Ensuring mild patient sedation in ICU care is crucial, but current clinical assessment methods encounter challenges like low frequency, subjectivity, and evolving professional standards, emphasizing the need for advanced, continuous monitoring methods [18, 19]. This study proposes a monitoring system that combines LSTM and image processing to address challenges such as ICU lighting variations and effective activity detection even when the patient is covered. The integrated AI technology enhances system accuracy, compensating for current monitoring limitations. Results align with expert observations.

Previous studies used cameras for agitation and sedation monitoring in the ICU. Chase et al. captured limb movements, quantifying sedation, and agitation levels using fuzzy logic methods [20]. Becouze et al. used cameras to record facial expressions, measuring agitation levels in critically ill patients [21]. Martinez et al. employed multiple cameras to observe patient behavior in the ICU for sedation control and accident prevention [22]. However, those researchers faced detection issues and a lack of detailed evaluation metrics.

This study compared three methods, and the results indicated that LSTM is the optimal choice.

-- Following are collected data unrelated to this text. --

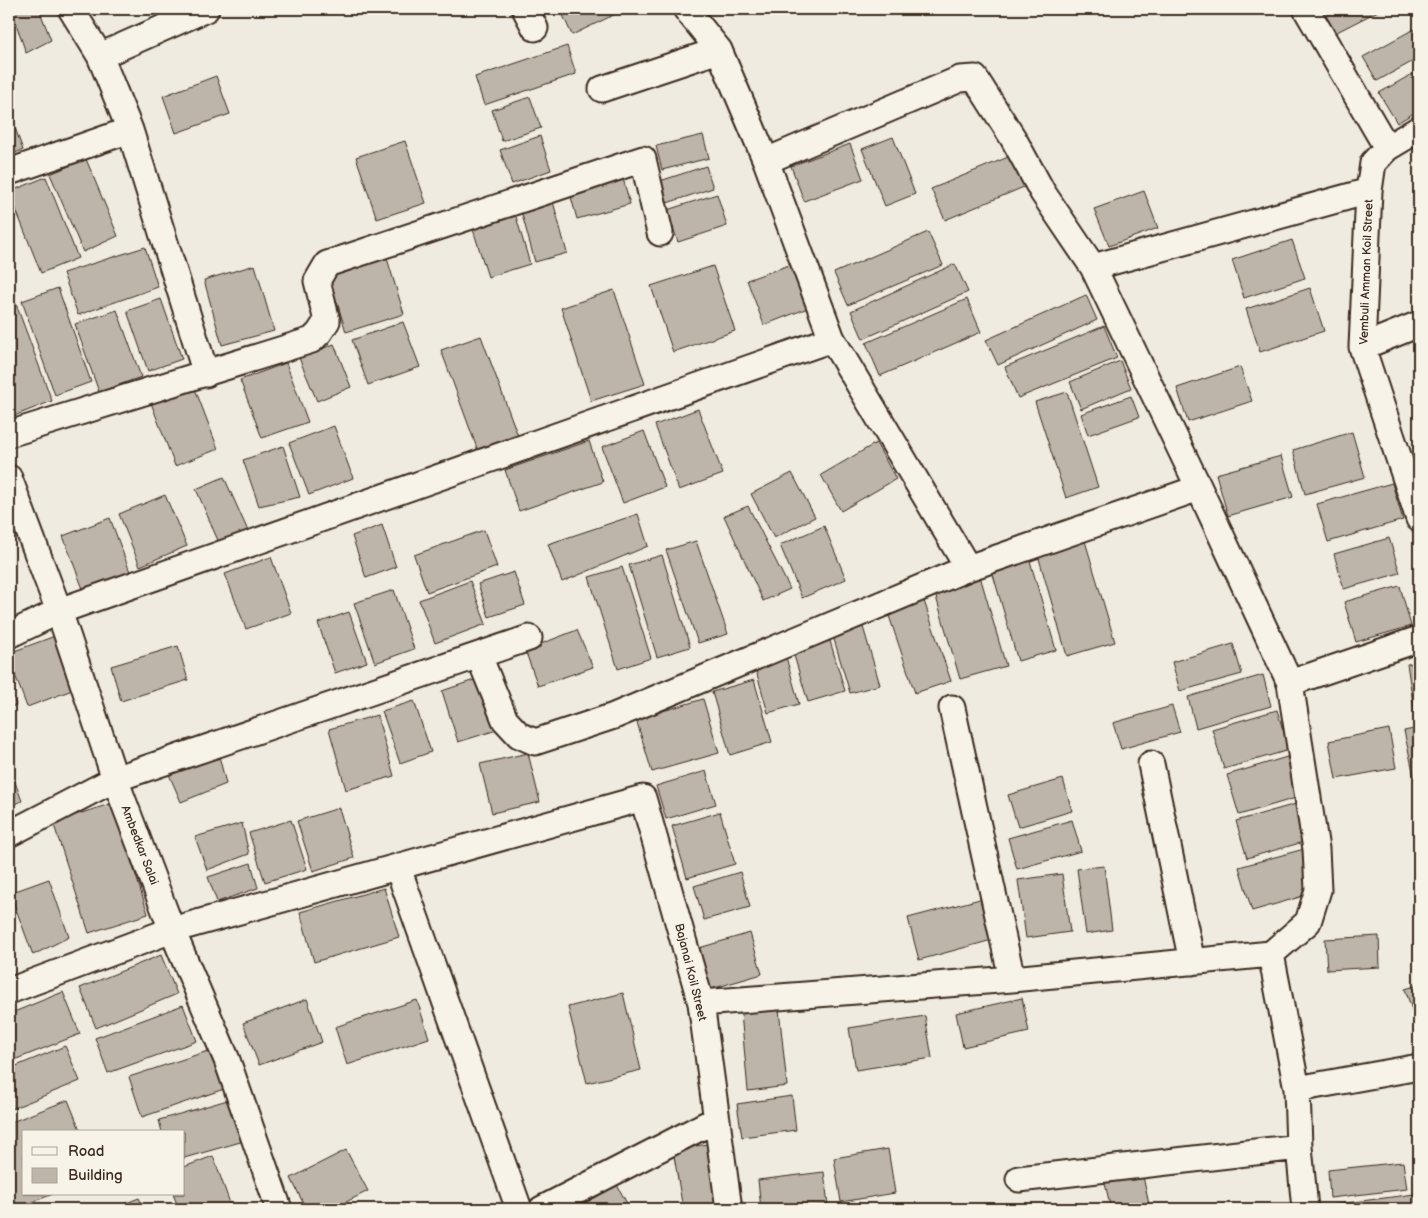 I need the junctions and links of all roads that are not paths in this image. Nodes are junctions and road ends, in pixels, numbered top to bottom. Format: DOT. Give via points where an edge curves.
graph roads {
  1 [pos="71,9"];
  2 [pos="206,9"];
  3 [pos="686,9"];
  4 [pos="1306,9"];
  5 [pos="719,50"];
  6 [pos="100,56"];
  7 [pos="602,89"];
  8 [pos="1419,129"];
  9 [pos="130,130"];
  10 [pos="1387,148"];
  11 [pos="766,162"];
  12 [pos="9,172"];
  13 [pos="1369,191"];
  14 [pos="660,233"];
  15 [pos="1093,267"];
  16 [pos="1419,324"];
  17 [pos="832,339"];
  18 [pos="1362,347"];
  19 [pos="206,374"];
  20 [pos="9,434"];
  21 [pos="9,478"];
  22 [pos="1199,488"];
  23 [pos="1419,517"];
  24 [pos="968,568"];
  25 [pos="59,611"];
  26 [pos="9,635"];
  27 [pos="529,638"];
  28 [pos="1419,639"];
  29 [pos="479,656"];
  30 [pos="1290,682"];
  31 [pos="952,708"];
  32 [pos="1151,764"];
  33 [pos="115,779"];
  34 [pos="9,834"];
  35 [pos="398,868"];
  36 [pos="172,930"];
  37 [pos="1271,954"];
  38 [pos="1192,962"];
  39 [pos="1012,980"];
  40 [pos="9,991"];
  41 [pos="701,1003"];
  42 [pos="1419,1067"];
  43 [pos="1297,1089"];
  44 [pos="718,1118"];
  45 [pos="1299,1147"];
  46 [pos="1019,1179"];
  47 [pos="279,1209"];
  48 [pos="519,1209"];
  49 [pos="542,1209"];
  50 [pos="729,1209"];
  51 [pos="1305,1209"];
  1 -- 6 [label="street"];
  2 -- 6 [label="street"];
  3 -- 5 [label="street"];
  4 -- 10 [label="street"];
  5 -- 7 [label="street"];
  5 -- 11 [label="street"];
  6 -- 9 [label="street"];
  8 -- 10 [label="street, Vembuli Amman Koil Street"];
  9 -- 12 [label="street"];
  9 -- 19 [label="street"];
  10 -- 13 [label="street, Vembuli Amman Koil Street" via="1373,163"];
  11 -- 15 [label="street" via="960,79 975,78 1043,193"];
  11 -- 17 [label="street"];
  13 -- 15 [label="street"];
  13 -- 18 [label="street, Vembuli Amman Koil Street"];
  14 -- 19 [label="street" via="643,160 327,264 317,281 327,321 312,340"];
  15 -- 22 [label="street"];
  16 -- 18 [label="street"];
  17 -- 24 [label="street"];
  17 -- 25 [label="street"];
  18 -- 23 [label="street, Vembuli Amman Koil Street"];
  19 -- 20 [label="street"];
  21 -- 25 [label="street, Ambedkar Salai"];
  22 -- 24 [label="street"];
  22 -- 30 [label="street"];
  24 -- 29 [label="street" via="614,716 535,742 519,735 505,720"];
  25 -- 26 [label="street"];
  25 -- 33 [label="street, Ambedkar Salai"];
  27 -- 29 [label="street"];
  28 -- 30 [label="street"];
  29 -- 33 [label="street"];
  30 -- 37 [label="street" via="1316,849 1318,890 1308,922"];
  31 -- 39 [label="street"];
  32 -- 38 [label="street"];
  33 -- 34 [label="street"];
  33 -- 36 [label="street, Ambedkar Salai"];
  35 -- 36 [label="street"];
  35 -- 41 [label="street, Bajanai Koil Street" via="643,798"];
  35 -- 48 [label="street"];
  36 -- 40 [label="street"];
  36 -- 47 [label="street, Ambedkar Salai" via="227,1060"];
  37 -- 38 [label="street"];
  37 -- 43 [label="street"];
  38 -- 39 [label="street"];
  39 -- 41 [label="street"];
  41 -- 44 [label="street, Bajanai Koil Street"];
  42 -- 43 [label="street"];
  43 -- 45 [label="street"];
  44 -- 49 [label="street"];
  44 -- 50 [label="street, Bajanai Koil Street"];
  45 -- 46 [label="street"];
  45 -- 51 [label="street"];
}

LSTM is renowned for its feature module’s selective retention of information and discarding unnecessary details, thereby having the potential to enhance performance [23]. Litton et al.‘s research demonstrated that expert-level diagnostic differentiation of various diseases can be achieved using electronic health records (EHR) and recurrent neural networks (RNN) [24]. LSTM technology aids healthcare professionals in diagnosis, prediction, and treatment, potentially enhancing efficiency and accuracy in the medical field and ultimately improving patient experiences and outcomes.

Despite significant progress, there is awareness of certain limitations. This study restricts the length and number of video segments related to patient safety and privacy concerns. These limitations include a relatively small number of cases and fewer cases with agitation (excluding 89 cases), along with marking only attention and no attention. However, practical judgment by clinical personnel confirms that this method holds clinical value in enhancing patient safety through continuous monitoring. Currently, manual interventions by healthcare professionals rely on manual pruning. Addressing these challenges requires improvements in smart device integration and workflows. Standardized methods, image transmission connections, and enhanced system security are crucial for monitoring system implementation and ensuring the legality, privacy, and reliability of the results. Future efforts can focus on expanding data collection, increasing the automation of medical interventions, and improving system integration and security to enhance practicality.

This study still holds significant value in clinical applications and provides solutions for future challenges. Despite existing challenges and risks, the potential benefits in patient care and reducing complications make these advancements promising for future clinical applications.

Conclusion

Our study proposes an advanced monitoring system combining LSTM and image processing to address challenges in ICU care. It offers continuous and accurate monitoring, crucial for ensuring mild patient sedation amidst evolving standards and subjective assessments. LSTM emerges as the optimal choice, leveraging its information retention capabilities for enhanced performance, as seen in other medical applications.

While limitations exist due to patient safety and privacy concerns, our system holds clinical value in enhancing patient safety through continuous monitoring. Addressing these challenges requires improvements in device integration, workflows, and system security. Future efforts should focus on expanding data collection and enhancing system integration and security for practicality.